O t.me, domínio usado pelo Telegram para encurtar e redirecionar links, ficou indisponível por um breve período na segunda-feira (13). Depois de rumores sobre possível expiração do registro, a empresa Domain.ME disse que a suspensão foi causada por regras de conformidade com sanções impostas pelos Estados Unidos.

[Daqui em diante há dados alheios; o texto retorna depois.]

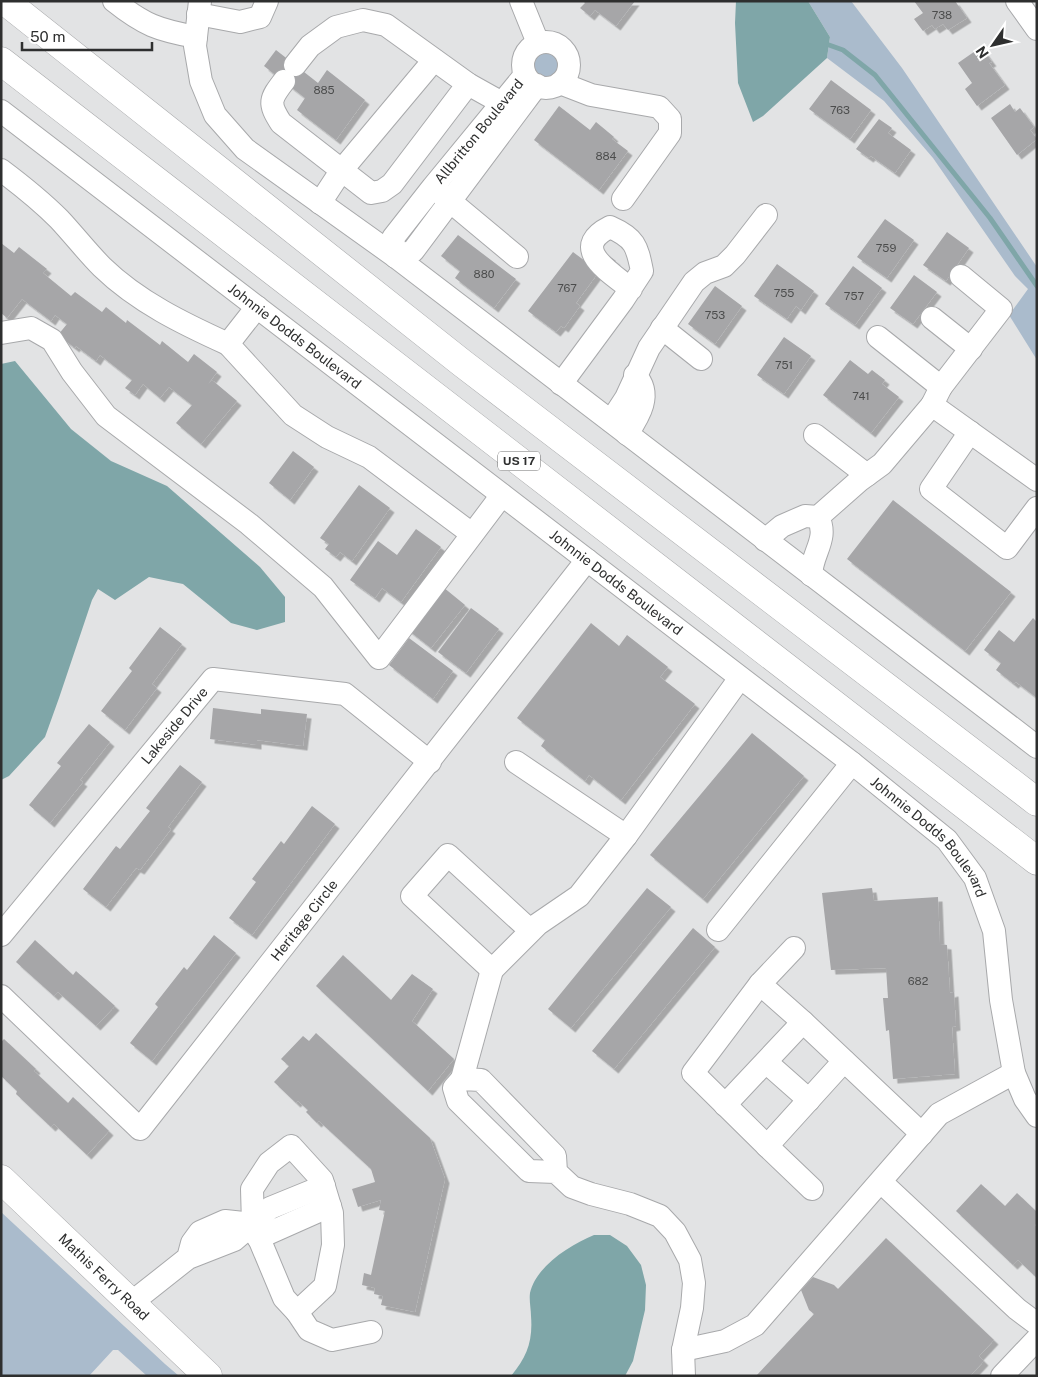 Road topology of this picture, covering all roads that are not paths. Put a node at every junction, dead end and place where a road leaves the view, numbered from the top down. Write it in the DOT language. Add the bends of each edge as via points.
graph roads {
  1 [pos="5,1"];
  2 [pos="114,1"];
  3 [pos="267,1"];
  4 [pos="521,1"];
  5 [pos="1017,1"];
  6 [pos="199,8"];
  7 [pos="1037,29"];
  8 [pos="196,37"];
  9 [pos="538,43"];
  10 [pos="434,60"];
  11 [pos="1,61"];
  12 [pos="531,80"];
  13 [pos="560,83"];
  14 [pos="468,84"];
  15 [pos="502,103"];
  16 [pos="1,110"];
  17 [pos="1,170"];
  18 [pos="341,171"];
  19 [pos="432,187"];
  20 [pos="623,199"];
  21 [pos="450,202"];
  22 [pos="320,203"];
  23 [pos="766,214"];
  24 [pos="517,256"];
  25 [pos="396,257"];
  26 [pos="961,276"];
  27 [pos="627,294"];
  28 [pos="257,307"];
  29 [pos="932,318"];
  30 [pos="662,328"];
  31 [pos="1,333"];
  32 [pos="878,337"];
  33 [pos="228,344"];
  34 [pos="971,349"];
  35 [pos="701,359"];
  36 [pos="561,384"];
  37 [pos="937,396"];
  38 [pos="619,427"];
  39 [pos="970,432"];
  40 [pos="815,435"];
  41 [pos="867,475"];
  42 [pos="1037,480"];
  43 [pos="502,496"];
  44 [pos="1037,508"];
  45 [pos="818,517"];
  46 [pos="472,534"];
  47 [pos="765,540"];
  48 [pos="587,560"];
  49 [pos="811,575"];
  50 [pos="740,678"];
  51 [pos="1037,747"];
  52 [pos="430,762"];
  53 [pos="516,762"];
  54 [pos="852,763"];
  55 [pos="1037,802"];
  56 [pos="626,836"];
  57 [pos="1037,861"];
  58 [pos="718,930"];
  59 [pos="531,931"];
  60 [pos="1,935"];
  61 [pos="794,948"];
  62 [pos="492,970"];
  63 [pos="760,984"];
  64 [pos="1,996"];
  65 [pos="803,1022"];
  66 [pos="844,1061"];
  67 [pos="766,1062"];
  68 [pos="1014,1074"];
  69 [pos="462,1079"];
  70 [pos="809,1100"];
  71 [pos="726,1105"];
  72 [pos="1037,1116"];
  73 [pos="922,1134"];
  74 [pos="768,1146"];
  75 [pos="556,1172"];
  76 [pos="1,1179"];
  77 [pos="881,1182"];
  78 [pos="812,1189"];
  79 [pos="327,1196"];
  80 [pos="255,1231"];
  81 [pos="131,1303"];
  82 [pos="297,1312"];
  83 [pos="1037,1324"];
  84 [pos="371,1332"];
  85 [pos="1037,1338"];
  86 [pos="683,1350"];
  87 [pos="208,1376"];
  88 [pos="684,1376"];
  89 [pos="1002,1376"];
  1 -- 55 [label="main road" via="462,363"];
  2 -- 8 [label="street" via="147,25"];
  3 -- 6 [label="street" via="260,16 240,22"];
  4 -- 9 [label="street"];
  5 -- 7 [label="street"];
  6 -- 8 [label="street"];
  8 -- 22 [label="street" via="201,81 215,115 245,149"];
  9 -- 12 [label="street" via="524,56 523,66"];
  9 -- 13 [label="street" via="558,45 566,53 567,74"];
  10 -- 14 [label="street"];
  10 -- 18 [label="street"];
  10 -- 18 [label="street" via="386,25 363,20 336,27 310,46 272,96 273,110 280,123"];
  11 -- 57 [label="main road, US 17"];
  12 -- 13 [label="street" via="550,88"];
  12 -- 15 [label="street, Allbritton Boulevard"];
  12 -- 21 [label="street, Allbritton Boulevard"];
  13 -- 20 [label="street" via="590,95 659,107 670,118 670,133"];
  14 -- 15 [label="street"];
  14 -- 18 [label="street" via="392,184 382,191 371,193"];
  15 -- 19 [label="street, Allbritton Boulevard"];
  16 -- 28 [label="street, Johnnie Dodds Boulevard"];
  17 -- 33 [label="street" via="58,218 103,268 130,291 180,322"];
  18 -- 22 [label="street"];
  19 -- 21 [label="street, Allbritton Boulevard"];
  19 -- 25 [label="street, Allbritton Boulevard" via="393,238"];
  21 -- 24 [label="street"];
  21 -- 25 [label="street, Allbritton Boulevard" via="413,251"];
  22 -- 25 [label="street"];
  23 -- 30 [label="street" via="724,266 705,273 694,282"];
  25 -- 36 [label="street"];
  26 -- 34 [label="street" via="1001,309"];
  27 -- 36 [label="street"];
  28 -- 33 [label="street"];
  28 -- 43 [label="street, Johnnie Dodds Boulevard"];
  29 -- 34 [label="street"];
  30 -- 35 [label="street"];
  30 -- 38 [label="street" via="635,375 641,382 644,400 637,418"];
  31 -- 46 [label="street" via="31,328 52,340 106,416 249,524 324,587 379,658"];
  32 -- 37 [label="street"];
  33 -- 46 [label="street" via="293,415 326,437 369,457"];
  34 -- 37 [label="street"];
  36 -- 38 [label="street"];
  37 -- 39 [label="street"];
  37 -- 41 [label="street" via="882,464"];
  38 -- 47 [label="street"];
  39 -- 42 [label="street"];
  39 -- 44 [label="street" via="931,490 1007,548"];
  40 -- 41 [label="street"];
  41 -- 45 [label="street"];
  43 -- 46 [label="street"];
  43 -- 48 [label="street, Johnnie Dodds Boulevard"];
  45 -- 47 [label="street" via="799,518 782,526"];
  45 -- 49 [label="street" via="822,534 812,561"];
  47 -- 49 [label="street"];
  48 -- 50 [label="street, Johnnie Dodds Boulevard"];
  48 -- 52 [label="street, Heritage Circle"];
  49 -- 51 [label="street"];
  50 -- 54 [label="street, Johnnie Dodds Boulevard"];
  50 -- 56 [label="street"];
  52 -- 60 [label="street, Lakeside Drive" via="345,694 213,679"];
  52 -- 64 [label="street, Heritage Circle" via="140,1129"];
  53 -- 56 [label="street"];
  54 -- 58 [label="street"];
  54 -- 68 [label="street, Johnnie Dodds Boulevard" via="947,840 976,878 994,932 1001,1000"];
  56 -- 59 [label="street" via="579,896"];
  59 -- 62 [label="street"];
  59 -- 62 [label="street" via="448,855 412,896"];
  61 -- 63 [label="street"];
  62 -- 69 [label="street"];
  63 -- 65 [label="street"];
  63 -- 71 [label="street" via="692,1073"];
  65 -- 66 [label="street"];
  65 -- 67 [label="street"];
  66 -- 70 [label="street"];
  66 -- 73 [label="street"];
  67 -- 70 [label="street"];
  67 -- 71 [label="street"];
  68 -- 72 [label="street, Johnnie Dodds Boulevard"];
  68 -- 73 [label="street" via="939,1114"];
  69 -- 75 [label="street" via="481,1080 555,1156"];
  69 -- 75 [label="street" via="454,1088 458,1101 528,1171"];
  70 -- 74 [label="street"];
  71 -- 74 [label="street"];
  73 -- 77 [label="street"];
  74 -- 78 [label="street"];
  75 -- 86 [label="street" via="572,1187 660,1216 676,1232 690,1260 694,1283"];
  76 -- 81 [label="main road, Mathis Ferry Road"];
  77 -- 83 [label="street"];
  77 -- 86 [label="street" via="755,1325 725,1341"];
  79 -- 80 [label="street" via="270,1208"];
  79 -- 80 [label="street" via="322,1180 291,1146 269,1163 252,1189"];
  79 -- 82 [label="street" via="332,1213 333,1245 325,1286"];
  80 -- 81 [label="street" via="188,1258"];
  80 -- 82 [label="street" via="284,1298"];
  81 -- 87 [label="main road, Mathis Ferry Road"];
  82 -- 84 [label="street" via="309,1330 332,1340"];
  85 -- 89 [label="street"];
  86 -- 88 [label="street"];
}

O que aconteceu: o Departamento do Tesouro dos EUA anunciou sanções contra a First VPN Service (1VPNS), acusada de vender serviços a grupos de ransomware (tipo de ataque que sequestra sistemas e cobra resgate). Segundo o governo americano, os clientes da empresa incluíam operadores de ransomware e outros cibercriminosos, com vítimas entre companhias de serviços financeiros, hospitais e governos municipais.
A medida também atingiu Dmytro Rashevskyi, ligado à 1VPNS, e Yegeniy Vladimirovich Silayev, descrito como vendedor de “cryptors” (ferramentas usadas para esconder malwares). Na lista da OFAC, o governo incluiu endereços de Bitcoin, Ethereum, Zcash, Tron, Solana e Dogecoin associados a Rashevskyi, além de sites ligados à operação — entre eles uma URL do Telegram com o domínio t.me.

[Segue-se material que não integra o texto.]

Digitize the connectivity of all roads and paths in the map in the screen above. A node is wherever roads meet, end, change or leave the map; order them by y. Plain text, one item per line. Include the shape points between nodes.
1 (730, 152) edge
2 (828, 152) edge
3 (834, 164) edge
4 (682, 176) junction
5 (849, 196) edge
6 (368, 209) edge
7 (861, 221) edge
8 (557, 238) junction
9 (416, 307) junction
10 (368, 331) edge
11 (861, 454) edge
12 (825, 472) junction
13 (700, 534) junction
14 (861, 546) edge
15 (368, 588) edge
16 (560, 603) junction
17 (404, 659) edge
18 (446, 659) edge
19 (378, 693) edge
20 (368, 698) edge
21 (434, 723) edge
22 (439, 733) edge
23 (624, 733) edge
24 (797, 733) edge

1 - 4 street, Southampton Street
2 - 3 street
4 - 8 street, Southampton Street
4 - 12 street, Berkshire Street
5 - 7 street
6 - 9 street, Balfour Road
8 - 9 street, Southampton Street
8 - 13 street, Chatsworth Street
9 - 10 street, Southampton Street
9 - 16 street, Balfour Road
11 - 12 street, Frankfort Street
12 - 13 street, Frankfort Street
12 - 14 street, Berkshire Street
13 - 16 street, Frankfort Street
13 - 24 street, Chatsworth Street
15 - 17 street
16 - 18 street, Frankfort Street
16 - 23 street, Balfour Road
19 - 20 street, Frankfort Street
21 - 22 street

Resposta da empresa: Pavel Durov, fundador do Telegram, questionou publicamente a falha do domínio. Cerca de 12 horas depois, a Domain.ME respondeu que o t.me havia sido suspenso para cumprir exigências da OFAC, órgão americano que administra sanções, e que o serviço já havia sido restabelecido.
Em comunicado publicado na terça-feira (14), a empresa afirmou que um canal da 1VPNS no Telegram fazia parte da infraestrutura identificada nas sanções e que, por isso, o domínio t.me foi suspenso. Segundo a explicação, o bloqueio caiu depois que o Telegram removeu os links ligados à 1VPNS.
Para o leitor brasileiro, o caso mostra como sanções dos EUA podem afetar serviços globais usados no dia a dia, mesmo quando a medida mira um link específico.